There are a variety of reasons to implement a recognition system that acknowledges that a user that has previously visited your site. The most useful of these reasons is to remember user preferences.

For example, suppose that you offer a service of finding particular restaurants near a user. Each user may prefer a certain type of food, environment, etc., and knowing where the user is located is important so that you can find restaurants in that vicinity. Of course, users don't want to input all their preferences every time they visit your site—it's better to save most of the settings, recognize users when they return, and recall their settings.

How To Recognize Users

When WML was first implemented, the code could retrieve the user's cell phone number from the device; this phone number could act as a unique identifier.
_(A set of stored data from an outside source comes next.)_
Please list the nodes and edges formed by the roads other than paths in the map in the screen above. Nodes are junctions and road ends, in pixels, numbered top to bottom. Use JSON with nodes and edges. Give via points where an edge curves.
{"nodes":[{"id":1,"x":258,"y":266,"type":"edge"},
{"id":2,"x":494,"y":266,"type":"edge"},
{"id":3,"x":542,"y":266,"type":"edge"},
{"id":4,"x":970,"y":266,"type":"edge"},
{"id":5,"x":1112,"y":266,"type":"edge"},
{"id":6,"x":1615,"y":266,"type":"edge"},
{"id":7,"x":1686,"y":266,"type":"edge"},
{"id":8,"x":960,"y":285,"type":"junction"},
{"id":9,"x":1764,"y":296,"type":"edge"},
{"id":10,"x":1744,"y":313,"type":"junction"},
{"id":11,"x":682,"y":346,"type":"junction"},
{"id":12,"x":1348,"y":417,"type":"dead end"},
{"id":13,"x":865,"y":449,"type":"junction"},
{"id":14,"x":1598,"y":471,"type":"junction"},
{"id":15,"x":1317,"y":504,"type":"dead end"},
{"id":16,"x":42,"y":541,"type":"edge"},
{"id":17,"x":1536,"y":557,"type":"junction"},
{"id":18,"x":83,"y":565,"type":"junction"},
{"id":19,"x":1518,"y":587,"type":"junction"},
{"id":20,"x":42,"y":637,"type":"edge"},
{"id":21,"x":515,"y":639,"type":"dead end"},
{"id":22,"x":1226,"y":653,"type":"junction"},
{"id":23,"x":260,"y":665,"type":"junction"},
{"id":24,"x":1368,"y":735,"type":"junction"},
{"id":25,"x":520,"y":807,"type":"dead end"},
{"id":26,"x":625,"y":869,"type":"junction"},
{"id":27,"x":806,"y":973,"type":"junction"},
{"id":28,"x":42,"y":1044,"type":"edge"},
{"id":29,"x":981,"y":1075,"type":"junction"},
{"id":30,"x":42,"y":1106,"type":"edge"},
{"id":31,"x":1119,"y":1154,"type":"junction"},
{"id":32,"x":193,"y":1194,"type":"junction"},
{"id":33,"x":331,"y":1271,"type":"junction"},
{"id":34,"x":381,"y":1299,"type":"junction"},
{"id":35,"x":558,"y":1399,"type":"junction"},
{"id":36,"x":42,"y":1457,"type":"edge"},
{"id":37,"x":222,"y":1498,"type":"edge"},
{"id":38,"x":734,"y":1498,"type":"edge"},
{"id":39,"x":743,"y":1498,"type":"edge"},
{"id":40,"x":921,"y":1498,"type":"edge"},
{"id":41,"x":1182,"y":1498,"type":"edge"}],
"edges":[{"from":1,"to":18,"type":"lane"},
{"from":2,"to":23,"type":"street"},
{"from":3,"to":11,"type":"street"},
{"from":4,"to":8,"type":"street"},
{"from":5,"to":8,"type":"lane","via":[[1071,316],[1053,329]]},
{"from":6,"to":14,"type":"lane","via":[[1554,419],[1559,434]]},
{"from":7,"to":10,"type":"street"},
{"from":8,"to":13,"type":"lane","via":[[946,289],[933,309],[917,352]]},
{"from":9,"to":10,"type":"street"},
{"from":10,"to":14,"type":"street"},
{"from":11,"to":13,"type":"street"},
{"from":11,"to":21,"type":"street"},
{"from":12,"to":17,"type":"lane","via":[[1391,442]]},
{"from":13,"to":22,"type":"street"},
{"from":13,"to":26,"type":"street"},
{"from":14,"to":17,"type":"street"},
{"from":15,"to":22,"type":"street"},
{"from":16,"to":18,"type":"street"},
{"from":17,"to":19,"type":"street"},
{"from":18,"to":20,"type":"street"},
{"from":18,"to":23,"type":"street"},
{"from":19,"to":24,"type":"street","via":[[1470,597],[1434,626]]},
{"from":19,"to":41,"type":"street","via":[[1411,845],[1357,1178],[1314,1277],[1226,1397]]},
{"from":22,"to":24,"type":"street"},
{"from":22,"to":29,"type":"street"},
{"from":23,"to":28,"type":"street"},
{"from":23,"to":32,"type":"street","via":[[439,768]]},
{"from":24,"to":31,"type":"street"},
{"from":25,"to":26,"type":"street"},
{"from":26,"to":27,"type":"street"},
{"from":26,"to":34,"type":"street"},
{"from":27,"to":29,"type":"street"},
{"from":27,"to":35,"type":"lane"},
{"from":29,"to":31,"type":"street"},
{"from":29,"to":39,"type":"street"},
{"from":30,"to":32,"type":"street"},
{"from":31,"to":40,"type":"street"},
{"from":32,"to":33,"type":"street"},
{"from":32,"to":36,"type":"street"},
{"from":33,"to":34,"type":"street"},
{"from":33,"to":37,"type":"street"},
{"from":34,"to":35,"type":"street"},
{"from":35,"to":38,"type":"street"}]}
Unfortunately, this ability was recognized as an invasion of privacy, and the feature was discontinued. Now there is no way to retrieve a unique identifier from the user's device.

What options are left? You could have the user input his or her telephone number on each visit, assign the visitor a login name, or have the user enter an identifier during each visit. Better yet, why not store the identifier on the user's device for recall each time he or she visits your site?

Cookies: The Good, the Bad, and the Ugly

The term cookie refers to the HTTP technology that allows a site to store data on a user's machine. When cookies were first used, they were fairly innocuous, intended primarily for storing user preferences. However, it didn't take long for the business side of the Web to realize the potential of cookies and begin using them for their own purposes—tracking user activities, shopping habits, and other bits of personal information.

Shortly thereafter, the media and user advocates led the charge against cookies, causing most modern browsers to offer the option of refusing to store any cookies, or allowing the user to choose when a cookie should or should not be stored. Unfortunately, refusing cookies causes problems for Web sites that use cookies to store user preferences and login info, requiring the user to reenter such info on each visit.

Note: I don't condone the illicit use of cookies for tracking users' personal information, but do recognize the utility of storing frequently used information to aid the user experience.